Date/Time

Date(s) - 02/14/2018
2:30 pm - 3:30 pm

Location

3910 15th Ave NE
Seattle WA
98195

Show your love for Data Science Studies this Valentine’s Day!

Please join us in the Data Science Studio (6th Floor of the Physics and Astronomy Tower) on February 14th from 2:30-3:30 pm for a discussion seminar on the theme of “Data Science from the Bottom Up.”

A hallmark of data science is the promise of improving the aggregation, reuse, and repurposing of data at scale. But this means data scientists themselves are often several degrees removed from the context of data production, missing key insights into the motivations, complications, and negotiations of actors at the local level where data is produced and used. In this session, we turn our attention to those local contexts.

We’ll start the meeting with a presentation by Grégoire Lurton of Global Health and IHME, whose work interrogates the tension between the needs of local healthcare constituencies and their insertion in a Global Health infrastructure, often characterized by the imposition of global data standards from the top down. He develops statistical and data science methods that recenter the locus of control within local constituencies while still allowing for aggregation and comparison across contexts.

Below you’ll find a more detailed preview of his talk and some brief biographical information.

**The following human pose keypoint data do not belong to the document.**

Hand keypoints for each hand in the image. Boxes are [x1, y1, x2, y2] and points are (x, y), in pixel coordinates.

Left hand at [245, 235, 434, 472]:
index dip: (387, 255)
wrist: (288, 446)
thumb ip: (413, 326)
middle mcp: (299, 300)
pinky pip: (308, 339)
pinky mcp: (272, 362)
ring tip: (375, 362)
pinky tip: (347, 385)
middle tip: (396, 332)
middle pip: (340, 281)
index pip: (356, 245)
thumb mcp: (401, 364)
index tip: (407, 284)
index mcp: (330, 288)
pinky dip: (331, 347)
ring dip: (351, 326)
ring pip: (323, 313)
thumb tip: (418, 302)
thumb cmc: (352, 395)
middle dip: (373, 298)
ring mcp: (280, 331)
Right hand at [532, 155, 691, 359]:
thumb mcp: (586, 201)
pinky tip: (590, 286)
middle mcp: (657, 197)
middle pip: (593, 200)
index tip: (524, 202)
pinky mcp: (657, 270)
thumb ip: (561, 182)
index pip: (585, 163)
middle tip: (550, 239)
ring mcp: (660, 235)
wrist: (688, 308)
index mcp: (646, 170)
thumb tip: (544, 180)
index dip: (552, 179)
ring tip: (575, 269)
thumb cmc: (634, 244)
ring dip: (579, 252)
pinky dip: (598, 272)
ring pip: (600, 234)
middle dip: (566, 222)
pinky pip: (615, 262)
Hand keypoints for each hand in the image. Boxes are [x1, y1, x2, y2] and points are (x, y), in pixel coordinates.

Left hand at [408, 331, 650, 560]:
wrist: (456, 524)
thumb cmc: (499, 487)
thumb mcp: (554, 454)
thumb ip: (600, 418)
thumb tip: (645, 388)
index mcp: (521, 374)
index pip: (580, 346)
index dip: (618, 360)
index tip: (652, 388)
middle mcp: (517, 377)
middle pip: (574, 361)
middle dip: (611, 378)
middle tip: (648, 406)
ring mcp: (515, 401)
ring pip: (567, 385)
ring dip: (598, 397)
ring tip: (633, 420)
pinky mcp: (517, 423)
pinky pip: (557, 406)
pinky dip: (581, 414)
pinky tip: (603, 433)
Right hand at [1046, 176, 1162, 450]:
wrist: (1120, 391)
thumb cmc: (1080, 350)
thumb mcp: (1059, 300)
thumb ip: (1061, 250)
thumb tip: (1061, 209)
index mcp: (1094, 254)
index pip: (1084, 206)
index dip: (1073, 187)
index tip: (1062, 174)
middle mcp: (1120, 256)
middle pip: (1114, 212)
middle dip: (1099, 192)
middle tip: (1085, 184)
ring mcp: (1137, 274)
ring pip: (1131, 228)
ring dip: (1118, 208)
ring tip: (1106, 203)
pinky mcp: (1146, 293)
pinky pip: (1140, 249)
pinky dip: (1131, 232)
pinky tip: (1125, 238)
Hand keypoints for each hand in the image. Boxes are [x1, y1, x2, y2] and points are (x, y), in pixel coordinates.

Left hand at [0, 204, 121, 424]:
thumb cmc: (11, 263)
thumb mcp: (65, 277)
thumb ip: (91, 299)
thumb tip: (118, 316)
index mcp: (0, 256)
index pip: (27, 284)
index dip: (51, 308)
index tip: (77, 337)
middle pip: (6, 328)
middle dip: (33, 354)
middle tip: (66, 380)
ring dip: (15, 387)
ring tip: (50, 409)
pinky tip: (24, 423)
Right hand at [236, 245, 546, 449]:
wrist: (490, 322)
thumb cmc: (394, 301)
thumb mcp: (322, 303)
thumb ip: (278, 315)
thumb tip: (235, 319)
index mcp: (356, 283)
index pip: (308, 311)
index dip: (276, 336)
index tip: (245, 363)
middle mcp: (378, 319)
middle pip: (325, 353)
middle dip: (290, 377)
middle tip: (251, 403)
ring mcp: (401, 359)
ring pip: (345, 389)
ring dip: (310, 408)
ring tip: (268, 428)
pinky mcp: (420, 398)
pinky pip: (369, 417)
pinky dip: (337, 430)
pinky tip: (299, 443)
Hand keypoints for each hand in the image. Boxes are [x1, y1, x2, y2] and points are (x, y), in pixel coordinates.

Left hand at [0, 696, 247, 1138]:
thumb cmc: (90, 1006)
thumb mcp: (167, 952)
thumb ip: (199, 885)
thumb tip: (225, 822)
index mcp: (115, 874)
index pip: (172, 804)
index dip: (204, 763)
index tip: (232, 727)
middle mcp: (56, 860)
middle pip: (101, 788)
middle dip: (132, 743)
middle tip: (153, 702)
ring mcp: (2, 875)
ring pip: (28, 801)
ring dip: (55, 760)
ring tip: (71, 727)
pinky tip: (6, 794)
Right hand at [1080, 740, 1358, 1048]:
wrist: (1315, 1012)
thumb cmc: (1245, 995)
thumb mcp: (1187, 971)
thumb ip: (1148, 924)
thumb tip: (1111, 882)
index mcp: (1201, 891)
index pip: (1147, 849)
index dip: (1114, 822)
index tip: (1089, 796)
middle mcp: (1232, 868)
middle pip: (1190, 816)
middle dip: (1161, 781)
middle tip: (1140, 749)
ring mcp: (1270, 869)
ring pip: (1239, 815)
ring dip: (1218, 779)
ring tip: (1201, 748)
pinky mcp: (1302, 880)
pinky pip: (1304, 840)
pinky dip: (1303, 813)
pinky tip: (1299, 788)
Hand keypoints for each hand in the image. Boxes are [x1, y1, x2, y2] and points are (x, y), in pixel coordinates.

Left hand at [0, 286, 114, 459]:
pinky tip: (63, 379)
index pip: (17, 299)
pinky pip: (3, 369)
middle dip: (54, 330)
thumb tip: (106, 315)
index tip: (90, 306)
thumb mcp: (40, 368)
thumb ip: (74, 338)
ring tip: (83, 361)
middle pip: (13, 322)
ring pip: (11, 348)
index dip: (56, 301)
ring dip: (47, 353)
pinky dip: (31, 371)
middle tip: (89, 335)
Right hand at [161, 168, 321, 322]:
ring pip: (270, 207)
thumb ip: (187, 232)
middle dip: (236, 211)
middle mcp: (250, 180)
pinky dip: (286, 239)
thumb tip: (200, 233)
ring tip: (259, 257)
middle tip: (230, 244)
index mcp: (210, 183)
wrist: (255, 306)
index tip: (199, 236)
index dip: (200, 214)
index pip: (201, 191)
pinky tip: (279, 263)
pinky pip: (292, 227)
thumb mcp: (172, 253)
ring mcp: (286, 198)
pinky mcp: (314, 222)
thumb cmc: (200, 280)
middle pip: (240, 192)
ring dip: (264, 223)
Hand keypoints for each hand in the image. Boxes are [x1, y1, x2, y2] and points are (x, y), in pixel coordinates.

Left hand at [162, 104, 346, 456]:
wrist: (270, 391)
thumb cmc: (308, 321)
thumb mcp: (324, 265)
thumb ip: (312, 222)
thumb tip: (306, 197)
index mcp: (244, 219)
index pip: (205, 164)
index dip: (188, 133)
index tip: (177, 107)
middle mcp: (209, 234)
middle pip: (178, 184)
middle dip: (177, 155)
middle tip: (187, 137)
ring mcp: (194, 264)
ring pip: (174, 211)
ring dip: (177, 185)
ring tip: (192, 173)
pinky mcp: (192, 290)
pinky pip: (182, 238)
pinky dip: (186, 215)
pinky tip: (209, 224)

As usual, we’ll reserve a decent chunk of the hour for a group discussion following the presentation. Hope to see you there … you may even get some chocolate treats out of it!

Preview of Grégoire Lurton’s talk:

Global Health as a field relies on the articulation of a global and a local levels of knowledge production. The global level is the seat of international institutions and NGOs, academic structures, and funding agencies that work on addressing health questions framed as unified fields around the globe. The local level is the seat of national and sub-national governments, administrations, and civil society organizations that focus on implementing health interventions to tackle specific health issues. While the data needs and data cultures are different at each of these level, they utilize the same information infrastructure, and share data, tools and methods. The definition and development of these elements have long term impacts on the organization of national information systems and on health systems. In this regard, the diffusion of normed tools and methods defined at a global level for local utilization should be questioned for the ways in which they may disempower local institutions, communities, and cultures. Meanwhile, if the perverse effects of the use of quantified indicators in governance is often presented as inherent to the characteristics of quantitative work, there should be a place for statisticians and data scientists to offer an inner critique of the ethical and political dimensions of measurement, aimed at improving current practices.

Describing the organization of computational work in low resource health systems, the presentation will discuss the political and ethical implications of this organization, and will present work aimed at helping rebalancing the distribution of power in this technical system. A first example will discuss how using agent based models to simulate cohorts and data collection processes can help adapt measurement methods to local situations. A second example will show how data hybridization strategies can improve the usability of high resolution population maps.

Grégoire Lurton is a PhD Student in the Department of Global Health and a Research Associate at the Institute for Health Metrics and Evaluation. He graduated in Macroeconomics and Forecasting at the French National School for Statistics and Economic Administration (ENSAE ParisTech) and in Development Economics at Paris Institute of Political Studies (Sciences-Po). He has worked with NGO Solthis, working on the strengthening of country Health Information Systems for HIV programs in Guinea, Mali, Niger, Sierra Leone and Burundi and has short term work experiences in DRC, Burkina Faso and Tunisia, working for diverse organizations such as the World Bank, the French Development Agency or information systems start-up Bluesquare.